Ich sitze im Zug und die Smiths durchfluten mit den Klängen von „How soon is now“ meine Gehörgänge. Aus Gründen der allgemeinen Sicherheit höre ich auf Reisen mit der Deutschen Bahn nur mp3 und kein Radio. Zu spontan und eruptiv reagiert mein Körper auf eventuell verbreitete Hässlichkeiten. Und davon gibt es leider reichlich auf deutschen Radiosendern. Nein! Ich habe nichts gegen deutsche Radiosender an sich. Herr Wallraff muss sich also nicht als deutscher Radiosender verkleiden um mir meine intellektuelle Begrenztheit aufzuzeigen.

Es sind die Inhalte, die mir zusetzen. Dieser Dauerulk. Comedy regiert den Äther. Sogar der Wetterbericht muss zur Befriedigung dieses Humorfetischismus herhalten. Ab und an wird dieses sinnfreie Rumgeblödel von noch grässlicherem Gedudel abgelöst. Dieser exkrementale Mischmasch von ausgelutschten Classic Rock-(S)Hits und dem neuesten Auswurf eines vermeintlichen Superstars.  Meistens retten mich meine Reflexe. Schnell wegschalten. Gelobt sei das reichhaltige Angebot in der Bundeshauptstadt. Da finde ich umgehend eine vielversprechende Frequenz. Im freistaatlichen Süden gelingt mir dies nicht eher selten.

Eines Morgens um kurz nach 7. Ich als Teil der allmorgendlichen Massendemonstration zum Wohle der Klimaverschmutzung. Auf dem Weg hinein in die Weltstadt mit Herz stehe ich vorm Nadelöhr des europäischen Verkehrsnetzes. Hätte es München damals schon gegeben, dann hätte auch Hannibal hier im Stau gestanden: Luise-Kiesselbach-Platz. Ein Moment der Unachtsamkeit und schon schmerzt das Trommelfell. Bon Jovi! Runaway! Zum Davonlaufen! Ich kann aber nicht weg! Der Finger zuckt zur Sendertaste. Doch es wird noch grausamer: Bryan Adams plärrt mir was vom Sommer des Jahres 69. Mir wird schlecht! Die weiteren Sender bringen nichts als eine Handvoll Wortspiele mit der geistigen Tiefe eines durchschnittlichen niederbayerischen Dorfweihers, die sich abwechseln mit den abgedroschensten Mann-Frau-Klischees, mit denen sich vielleicht das Berliner Olympiastadion füllen lässt, aber die in mir nur ein Übelkeitsgefühl auslösen, als hätte ich am Vorabend zu viel portugiesischen Billigwein gebechert.
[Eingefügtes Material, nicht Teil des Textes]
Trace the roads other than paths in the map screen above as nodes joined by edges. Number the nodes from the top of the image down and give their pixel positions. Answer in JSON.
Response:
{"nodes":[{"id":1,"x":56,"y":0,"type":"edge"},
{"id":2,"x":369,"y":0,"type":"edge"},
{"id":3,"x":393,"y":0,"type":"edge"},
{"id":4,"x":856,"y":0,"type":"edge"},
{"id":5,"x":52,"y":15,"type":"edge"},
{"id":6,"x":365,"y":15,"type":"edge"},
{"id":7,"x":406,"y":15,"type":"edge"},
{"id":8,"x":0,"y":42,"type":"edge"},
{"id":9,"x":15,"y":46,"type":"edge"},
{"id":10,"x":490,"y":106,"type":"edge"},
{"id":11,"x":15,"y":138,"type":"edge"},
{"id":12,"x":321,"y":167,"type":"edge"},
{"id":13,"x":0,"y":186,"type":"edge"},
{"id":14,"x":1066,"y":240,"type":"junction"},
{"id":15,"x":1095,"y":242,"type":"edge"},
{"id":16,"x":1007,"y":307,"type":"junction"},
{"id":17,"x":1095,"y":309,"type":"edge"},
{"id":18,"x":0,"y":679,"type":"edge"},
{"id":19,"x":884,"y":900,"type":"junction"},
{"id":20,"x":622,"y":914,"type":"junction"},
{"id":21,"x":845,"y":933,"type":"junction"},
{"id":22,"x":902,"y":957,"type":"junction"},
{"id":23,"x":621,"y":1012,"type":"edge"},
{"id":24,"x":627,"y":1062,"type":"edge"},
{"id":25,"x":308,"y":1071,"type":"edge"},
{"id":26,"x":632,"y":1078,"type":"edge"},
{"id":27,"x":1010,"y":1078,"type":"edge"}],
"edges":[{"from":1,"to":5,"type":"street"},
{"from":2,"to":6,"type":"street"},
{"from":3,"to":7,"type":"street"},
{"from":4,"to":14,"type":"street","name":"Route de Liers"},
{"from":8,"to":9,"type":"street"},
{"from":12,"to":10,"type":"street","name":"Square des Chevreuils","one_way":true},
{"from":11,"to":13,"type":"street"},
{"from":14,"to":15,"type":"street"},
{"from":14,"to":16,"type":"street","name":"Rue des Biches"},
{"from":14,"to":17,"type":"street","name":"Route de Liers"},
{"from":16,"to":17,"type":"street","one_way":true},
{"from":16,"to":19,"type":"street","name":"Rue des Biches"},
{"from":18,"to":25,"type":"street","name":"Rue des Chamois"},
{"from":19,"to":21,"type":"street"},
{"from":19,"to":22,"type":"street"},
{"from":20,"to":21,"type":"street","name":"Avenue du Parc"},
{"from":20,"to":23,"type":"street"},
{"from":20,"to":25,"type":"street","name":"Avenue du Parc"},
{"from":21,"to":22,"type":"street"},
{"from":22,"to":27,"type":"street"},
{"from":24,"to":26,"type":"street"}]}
Rastlos suche ich nach dem erlösenden Programm. Und an dieser Stelle muss ich meine Leserschaft, die sich durch den permanenten Konsum von Daily Soaps und Hollywoodstreifen an ein Maß von Happy-Ends gewöhnt hat, wie es im Drehbuch des wirklichen Lebens nicht vorgesehen ist, enttäuschen. Es kommt wie es kommen muss. Bereits nach wenigen Takten von Hotel California spüre ich wie es in mir gärt. Mit der linken Hand betätige ich den Fensterheber. Während ich mit der anderen Hand verzweifelt am Radio rumfummel. Loosing my religion. Aus dem Gären wird ein Brodeln. Mein Körperinneres scheint den Kampf gegen die Schwerkraft zu gewinnen. Wind of Change gibt mir den Rest. Den Kopf aus dem Fenster und wie der Hüne in Green Mile versuche ich mir das Übel aus dem Körper zu speien. Zum Glück stand ich auf der Spur neben dem Grünstreifen. Als ich dann deutlich erleichtert wieder hinterm Steuer sitze, bemerke ich, dass mittlerweile die Nachrichten laufen. Um ein Haar hätte mich eine Naturkatastrophe vom anderen Ende der Welt vorm Schlimmsten bewahrt.